Robert Kennon Hargrove was an American bishop of the Methodist Episcopal Church and educator. He served as a professor of Pure Mathematics at the University of Alabama, and as president of the Centenary Institute and and of Tennessee Female College. He was also a member of the traveling ministry of the Alabama Annual Conference.
Background
Robert Kennon Hargrove was born on September 17, 1829 in Pickens County, Alabama, United States. He was the son of Daniel Jones and Laodicea (Brantley) Hargrove. Through both his parents he was descended from families resident in Georgia and the Carolinas for several generations.
His upbringing was intensely pious. One of his grandfathers, a kinsman of Bishop William McKendree, was a local preacher as well as a planter; his father was for fifty years a class leader; he was himself converted at the age of eleven.
Education
Hargrove graduated from the University of Alabama in 1852.
Career
Hargrove entered upon a professorship of mathematics which held him at his alma mater till 1858. He entered the traveling ministry of the Alabama Annual Conference in 1857. Then he became a Methodist minister, and, except for a time when he was a chaplain in the Confederate army, he held pastorates at various towns in the mid-South till 1865. He was President of the Centenary Institute in Summerfield, Alabama, 1865-1867, and of Tennessee Female College in the 1870s.

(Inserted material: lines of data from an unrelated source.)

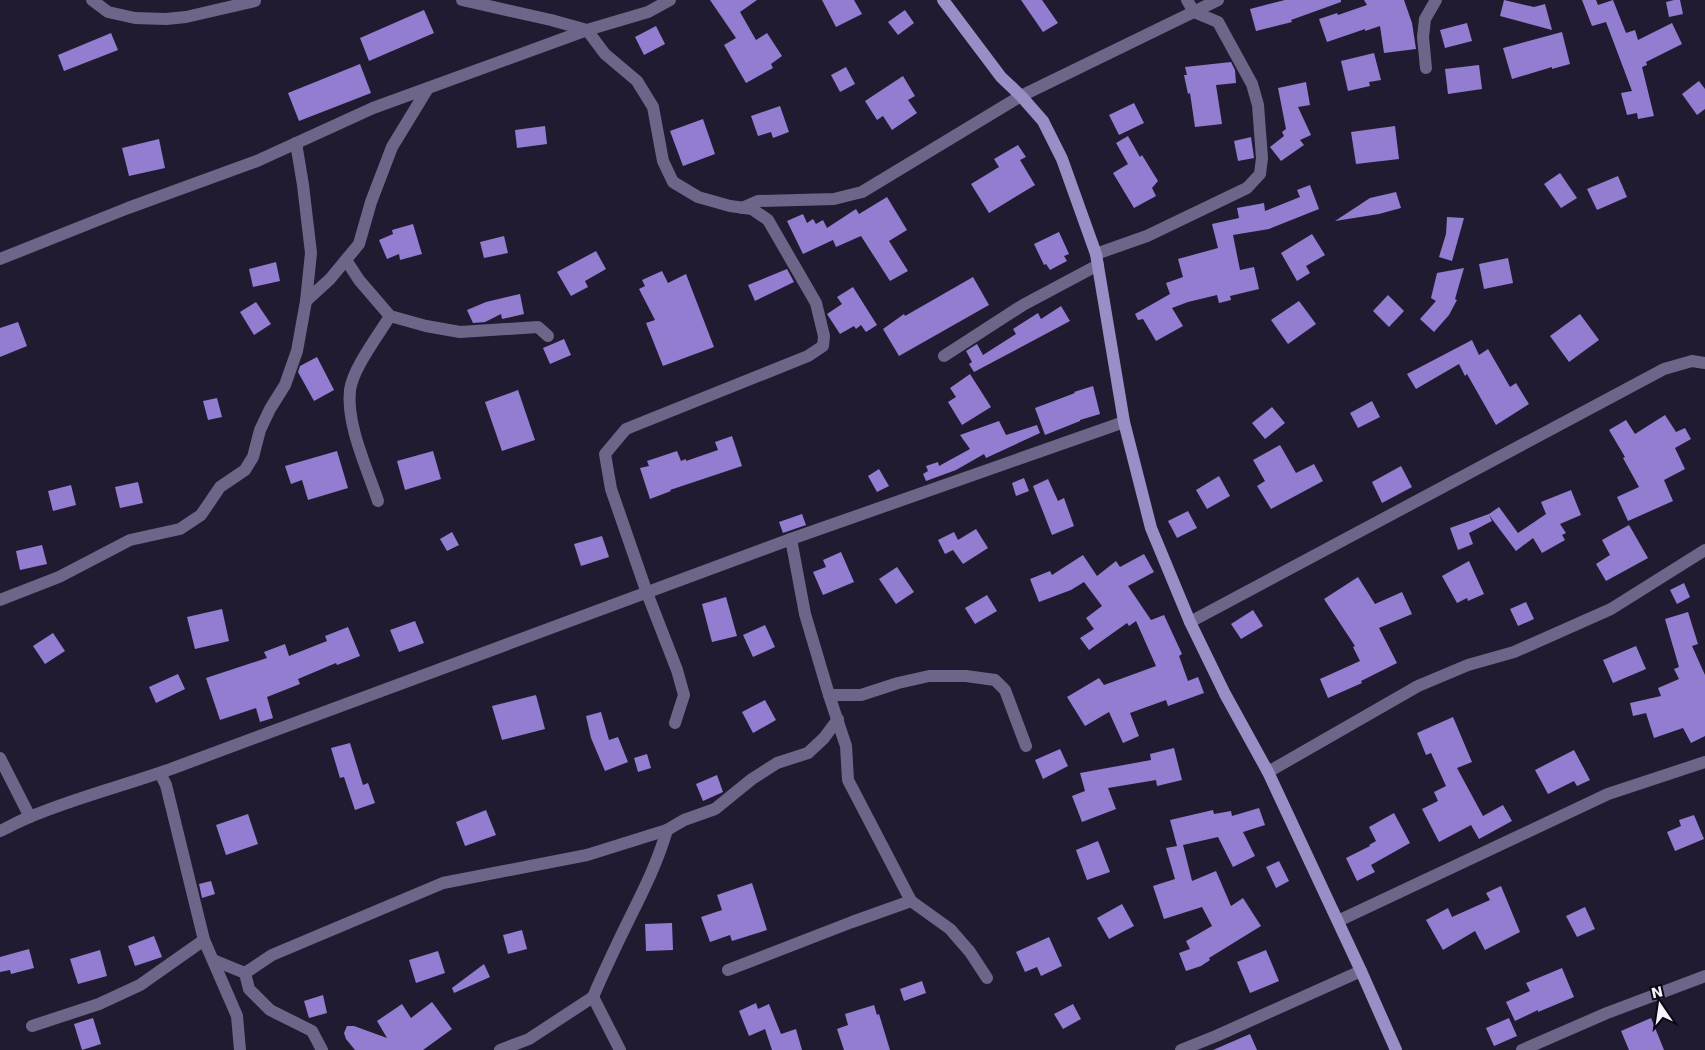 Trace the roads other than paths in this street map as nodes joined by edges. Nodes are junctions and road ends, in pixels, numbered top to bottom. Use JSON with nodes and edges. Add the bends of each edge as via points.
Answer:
{"nodes":[{"id":1,"x":92,"y":0,"type":"edge"},
{"id":2,"x":258,"y":0,"type":"edge"},
{"id":3,"x":462,"y":0,"type":"edge"},
{"id":4,"x":670,"y":0,"type":"edge"},
{"id":5,"x":943,"y":0,"type":"edge"},
{"id":6,"x":1187,"y":0,"type":"edge"},
{"id":7,"x":1218,"y":0,"type":"edge"},
{"id":8,"x":1436,"y":0,"type":"edge"},
{"id":9,"x":1194,"y":12,"type":"junction"},
{"id":10,"x":588,"y":30,"type":"junction"},
{"id":11,"x":1426,"y":68,"type":"dead end"},
{"id":12,"x":428,"y":88,"type":"junction"},
{"id":13,"x":1021,"y":96,"type":"junction"},
{"id":14,"x":296,"y":143,"type":"junction"},
{"id":15,"x":742,"y":208,"type":"junction"},
{"id":16,"x":0,"y":259,"type":"edge"},
{"id":17,"x":1097,"y":259,"type":"junction"},
{"id":18,"x":346,"y":260,"type":"junction"},
{"id":19,"x":306,"y":302,"type":"junction"},
{"id":20,"x":390,"y":316,"type":"junction"},
{"id":21,"x":548,"y":336,"type":"dead end"},
{"id":22,"x":944,"y":356,"type":"dead end"},
{"id":23,"x":1705,"y":363,"type":"edge"},
{"id":24,"x":1124,"y":422,"type":"junction"},
{"id":25,"x":378,"y":500,"type":"dead end"},
{"id":26,"x":791,"y":539,"type":"junction"},
{"id":27,"x":1705,"y":550,"type":"edge"},
{"id":28,"x":647,"y":594,"type":"junction"},
{"id":29,"x":0,"y":600,"type":"edge"},
{"id":30,"x":1190,"y":622,"type":"junction"},
{"id":31,"x":829,"y":695,"type":"junction"},
{"id":32,"x":838,"y":719,"type":"junction"},
{"id":33,"x":676,"y":723,"type":"dead end"},
{"id":34,"x":1026,"y":746,"type":"dead end"},
{"id":35,"x":0,"y":758,"type":"edge"},
{"id":36,"x":1705,"y":762,"type":"edge"},
{"id":37,"x":160,"y":772,"type":"junction"},
{"id":38,"x":1268,"y":772,"type":"junction"},
{"id":39,"x":30,"y":816,"type":"junction"},
{"id":40,"x":667,"y":830,"type":"junction"},
{"id":41,"x":0,"y":831,"type":"edge"},
{"id":42,"x":910,"y":901,"type":"junction"},
{"id":43,"x":1338,"y":921,"type":"junction"},
{"id":44,"x":204,"y":940,"type":"junction"},
{"id":45,"x":213,"y":960,"type":"junction"},
{"id":46,"x":728,"y":970,"type":"dead end"},
{"id":47,"x":1361,"y":971,"type":"junction"},
{"id":48,"x":245,"y":972,"type":"junction"},
{"id":49,"x":987,"y":978,"type":"dead end"},
{"id":50,"x":1704,"y":979,"type":"edge"},
{"id":51,"x":593,"y":996,"type":"junction"},
{"id":52,"x":32,"y":1026,"type":"dead end"},
{"id":53,"x":240,"y":1050,"type":"edge"},
{"id":54,"x":322,"y":1050,"type":"edge"},
{"id":55,"x":500,"y":1050,"type":"edge"},
{"id":56,"x":620,"y":1050,"type":"edge"},
{"id":57,"x":1181,"y":1050,"type":"edge"},
{"id":58,"x":1396,"y":1050,"type":"edge"},
{"id":59,"x":1522,"y":1050,"type":"edge"}],
"edges":[{"from":1,"to":2,"type":"street","via":[[108,12],[135,18],[166,19]]},
{"from":3,"to":10,"type":"street"},
{"from":4,"to":10,"type":"street","via":[[648,12]]},
{"from":5,"to":13,"type":"main road","via":[[1001,77]]},
{"from":6,"to":9,"type":"street"},
{"from":7,"to":9,"type":"street"},
{"from":8,"to":11,"type":"street","via":[[1425,19]]},
{"from":9,"to":13,"type":"street"},
{"from":9,"to":17,"type":"street","via":[[1218,22],[1252,84],[1258,105],[1260,174],[1247,188]]},
{"from":10,"to":12,"type":"street"},
{"from":10,"to":15,"type":"street","via":[[605,54],[637,81],[653,107],[663,161],[673,182],[698,197]]},
{"from":12,"to":14,"type":"street","via":[[373,108]]},
{"from":12,"to":18,"type":"street","via":[[392,146],[359,244]]},
{"from":13,"to":15,"type":"street","via":[[862,192],[834,199],[758,201]]},
{"from":13,"to":17,"type":"main road","via":[[1042,121],[1062,159]]},
{"from":14,"to":16,"type":"street","via":[[257,161]]},
{"from":14,"to":19,"type":"street","via":[[310,253]]},
{"from":15,"to":28,"type":"street","via":[[752,209],[768,220],[792,260],[816,303],[824,336],[823,346],[808,356],[626,429],[605,454],[611,489]]},
{"from":17,"to":22,"type":"street"},
{"from":17,"to":24,"type":"main road"},
{"from":18,"to":19,"type":"street"},
{"from":18,"to":20,"type":"street"},
{"from":19,"to":29,"type":"street","via":[[297,351],[285,385],[260,430],[253,458],[245,470],[220,487],[201,515],[180,528],[130,540],[59,577]]},
{"from":20,"to":21,"type":"street","via":[[460,332],[538,327]]},
{"from":20,"to":25,"type":"street","via":[[360,363],[350,388],[350,418]]},
{"from":23,"to":30,"type":"street","via":[[1692,362],[1664,369]]},
{"from":24,"to":26,"type":"street"},
{"from":24,"to":30,"type":"main road","via":[[1151,528]]},
{"from":26,"to":28,"type":"street"},
{"from":26,"to":31,"type":"street","via":[[805,614]]},
{"from":27,"to":38,"type":"street","via":[[1611,609],[1514,652],[1418,686]]},
{"from":28,"to":33,"type":"street","via":[[684,695]]},
{"from":28,"to":37,"type":"street"},
{"from":30,"to":38,"type":"main road"},
{"from":31,"to":32,"type":"street"},
{"from":31,"to":34,"type":"street","via":[[861,695],[929,676],[995,680],[1005,690]]},
{"from":32,"to":40,"type":"street","via":[[808,753],[777,763],[715,809]]},
{"from":32,"to":42,"type":"street","via":[[846,746],[848,780]]},
{"from":35,"to":39,"type":"street"},
{"from":36,"to":43,"type":"street","via":[[1608,794]]},
{"from":37,"to":39,"type":"street"},
{"from":37,"to":44,"type":"street","via":[[166,785]]},
{"from":38,"to":43,"type":"main road"},
{"from":39,"to":41,"type":"street"},
{"from":40,"to":48,"type":"street","via":[[587,856],[442,883],[272,955]]},
{"from":40,"to":51,"type":"street","via":[[650,880]]},
{"from":42,"to":46,"type":"street"},
{"from":42,"to":49,"type":"street","via":[[950,929]]},
{"from":43,"to":47,"type":"main road"},
{"from":44,"to":45,"type":"street"},
{"from":44,"to":52,"type":"street","via":[[140,985],[99,1004]]},
{"from":45,"to":48,"type":"street"},
{"from":45,"to":53,"type":"street","via":[[237,1016]]},
{"from":47,"to":57,"type":"street"},
{"from":47,"to":58,"type":"main road"},
{"from":48,"to":54,"type":"street","via":[[249,989],[270,1010],[312,1031]]},
{"from":50,"to":59,"type":"street","via":[[1607,1013]]},
{"from":51,"to":55,"type":"street","via":[[529,1039]]},
{"from":51,"to":56,"type":"street"}]}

Reentering the itinerancy, he served different churches till 1882 when he was made a bishop. In 1876 he had acted as a delegate to a conference held between the Northern and Southern branches of his church with the aim of reconciling their differences, and after his elevation to the bishopric he attended another such conference in 1898. Other responsible posts fell to him. He was secretary of the college of bishops 1884-1900, president of the board of management of the Epworth League 1894-1898, and president of the board of trust of Vanderbilt University from 1889 till the June preceding his death.
He worked diligently to increase the activities of the Southern Methodist Church in the northwestern states and on the Pacific Coast, and, through a notable translator whom he brought to Nashville, he furthered Protestantism in Mexico.

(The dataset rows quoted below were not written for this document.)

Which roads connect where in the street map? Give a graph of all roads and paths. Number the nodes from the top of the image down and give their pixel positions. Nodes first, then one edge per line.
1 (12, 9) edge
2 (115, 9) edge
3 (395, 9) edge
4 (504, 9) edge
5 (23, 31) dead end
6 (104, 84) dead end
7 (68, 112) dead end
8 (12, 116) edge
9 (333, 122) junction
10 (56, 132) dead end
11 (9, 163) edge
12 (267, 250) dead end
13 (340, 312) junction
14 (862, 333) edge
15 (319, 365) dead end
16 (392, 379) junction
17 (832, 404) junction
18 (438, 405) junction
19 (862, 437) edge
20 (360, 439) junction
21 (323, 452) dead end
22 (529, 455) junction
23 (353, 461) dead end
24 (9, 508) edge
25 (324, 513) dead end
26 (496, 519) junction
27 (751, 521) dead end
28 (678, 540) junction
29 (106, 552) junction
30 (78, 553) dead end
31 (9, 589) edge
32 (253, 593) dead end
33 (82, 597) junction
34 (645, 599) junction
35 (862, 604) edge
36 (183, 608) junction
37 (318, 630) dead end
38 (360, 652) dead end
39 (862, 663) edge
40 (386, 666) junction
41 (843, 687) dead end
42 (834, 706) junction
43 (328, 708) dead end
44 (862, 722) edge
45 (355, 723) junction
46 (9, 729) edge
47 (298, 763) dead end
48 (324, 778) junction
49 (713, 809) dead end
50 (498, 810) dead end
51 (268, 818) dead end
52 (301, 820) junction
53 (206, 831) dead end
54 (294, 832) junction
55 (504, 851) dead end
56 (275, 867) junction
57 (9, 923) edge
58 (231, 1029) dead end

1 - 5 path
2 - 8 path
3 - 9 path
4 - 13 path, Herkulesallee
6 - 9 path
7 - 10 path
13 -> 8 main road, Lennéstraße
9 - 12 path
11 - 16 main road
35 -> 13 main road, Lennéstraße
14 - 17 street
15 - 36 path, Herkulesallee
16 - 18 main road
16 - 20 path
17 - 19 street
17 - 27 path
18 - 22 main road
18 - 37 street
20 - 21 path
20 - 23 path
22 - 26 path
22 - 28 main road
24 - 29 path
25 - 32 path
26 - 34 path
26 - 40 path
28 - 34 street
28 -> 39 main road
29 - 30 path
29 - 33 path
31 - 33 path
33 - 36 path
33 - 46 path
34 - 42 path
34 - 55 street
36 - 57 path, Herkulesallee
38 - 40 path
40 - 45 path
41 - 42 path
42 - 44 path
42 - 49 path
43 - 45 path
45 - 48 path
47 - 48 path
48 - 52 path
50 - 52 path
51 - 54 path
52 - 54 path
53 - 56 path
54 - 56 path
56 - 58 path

He continued to preach till within a few months of his death. He died on August 4, 1905, in Nashville, Tennessee, and was buried there in Mt. Olivet Cemetery.

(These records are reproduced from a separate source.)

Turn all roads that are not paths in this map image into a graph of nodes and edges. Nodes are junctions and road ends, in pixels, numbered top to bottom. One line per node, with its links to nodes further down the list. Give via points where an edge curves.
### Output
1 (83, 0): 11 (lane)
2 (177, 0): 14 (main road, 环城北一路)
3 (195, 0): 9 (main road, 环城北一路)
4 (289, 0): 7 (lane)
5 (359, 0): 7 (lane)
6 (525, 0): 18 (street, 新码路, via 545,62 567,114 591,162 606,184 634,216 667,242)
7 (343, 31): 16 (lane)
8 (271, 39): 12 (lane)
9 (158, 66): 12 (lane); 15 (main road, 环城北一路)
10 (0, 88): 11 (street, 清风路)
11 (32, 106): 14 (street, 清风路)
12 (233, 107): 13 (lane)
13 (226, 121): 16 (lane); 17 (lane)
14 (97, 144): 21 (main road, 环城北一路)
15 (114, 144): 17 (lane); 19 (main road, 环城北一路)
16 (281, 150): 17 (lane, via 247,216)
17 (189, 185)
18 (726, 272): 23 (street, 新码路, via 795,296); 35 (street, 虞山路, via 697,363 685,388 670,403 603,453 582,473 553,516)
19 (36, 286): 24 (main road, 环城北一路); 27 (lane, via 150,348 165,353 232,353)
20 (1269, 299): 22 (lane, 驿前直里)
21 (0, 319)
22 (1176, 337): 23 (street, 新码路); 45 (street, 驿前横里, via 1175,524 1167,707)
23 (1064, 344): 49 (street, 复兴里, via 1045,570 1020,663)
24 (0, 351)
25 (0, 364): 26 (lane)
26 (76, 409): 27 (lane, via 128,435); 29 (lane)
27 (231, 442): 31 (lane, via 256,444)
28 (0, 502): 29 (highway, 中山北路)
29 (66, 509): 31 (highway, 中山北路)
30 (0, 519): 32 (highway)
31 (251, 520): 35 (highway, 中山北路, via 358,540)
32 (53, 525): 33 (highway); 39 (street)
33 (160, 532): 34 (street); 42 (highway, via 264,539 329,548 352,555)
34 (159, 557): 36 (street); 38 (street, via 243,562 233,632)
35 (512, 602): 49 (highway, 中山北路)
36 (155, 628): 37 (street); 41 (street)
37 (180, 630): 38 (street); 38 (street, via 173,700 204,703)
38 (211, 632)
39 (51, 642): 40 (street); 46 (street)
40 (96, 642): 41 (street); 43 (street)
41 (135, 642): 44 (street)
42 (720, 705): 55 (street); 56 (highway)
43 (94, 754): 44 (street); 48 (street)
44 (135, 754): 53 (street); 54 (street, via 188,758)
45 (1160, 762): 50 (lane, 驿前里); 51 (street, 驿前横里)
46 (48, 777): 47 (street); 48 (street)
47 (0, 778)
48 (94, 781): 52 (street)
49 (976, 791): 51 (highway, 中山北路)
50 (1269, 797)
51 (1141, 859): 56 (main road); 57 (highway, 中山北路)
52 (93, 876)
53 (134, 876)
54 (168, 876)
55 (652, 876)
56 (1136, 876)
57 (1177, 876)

Hargrove was a member of the Methodist Episcopal church.
Personality
Hargrove is said to have been distinguished by a pervading sweetness of character. His integrity and determination made him a capable executive, and it was only his increasing deafness which in 1902 brought about his superannuation.
Connections
Hargrove's first wife was Harriet Cornelia Scott, the daughter of a cotton manufacturer who lived in Tuscaloosa.
His second wife, whom he married in 1895, was Ruth Eliza (Barker) Scarritt of Kansas City, Missouri.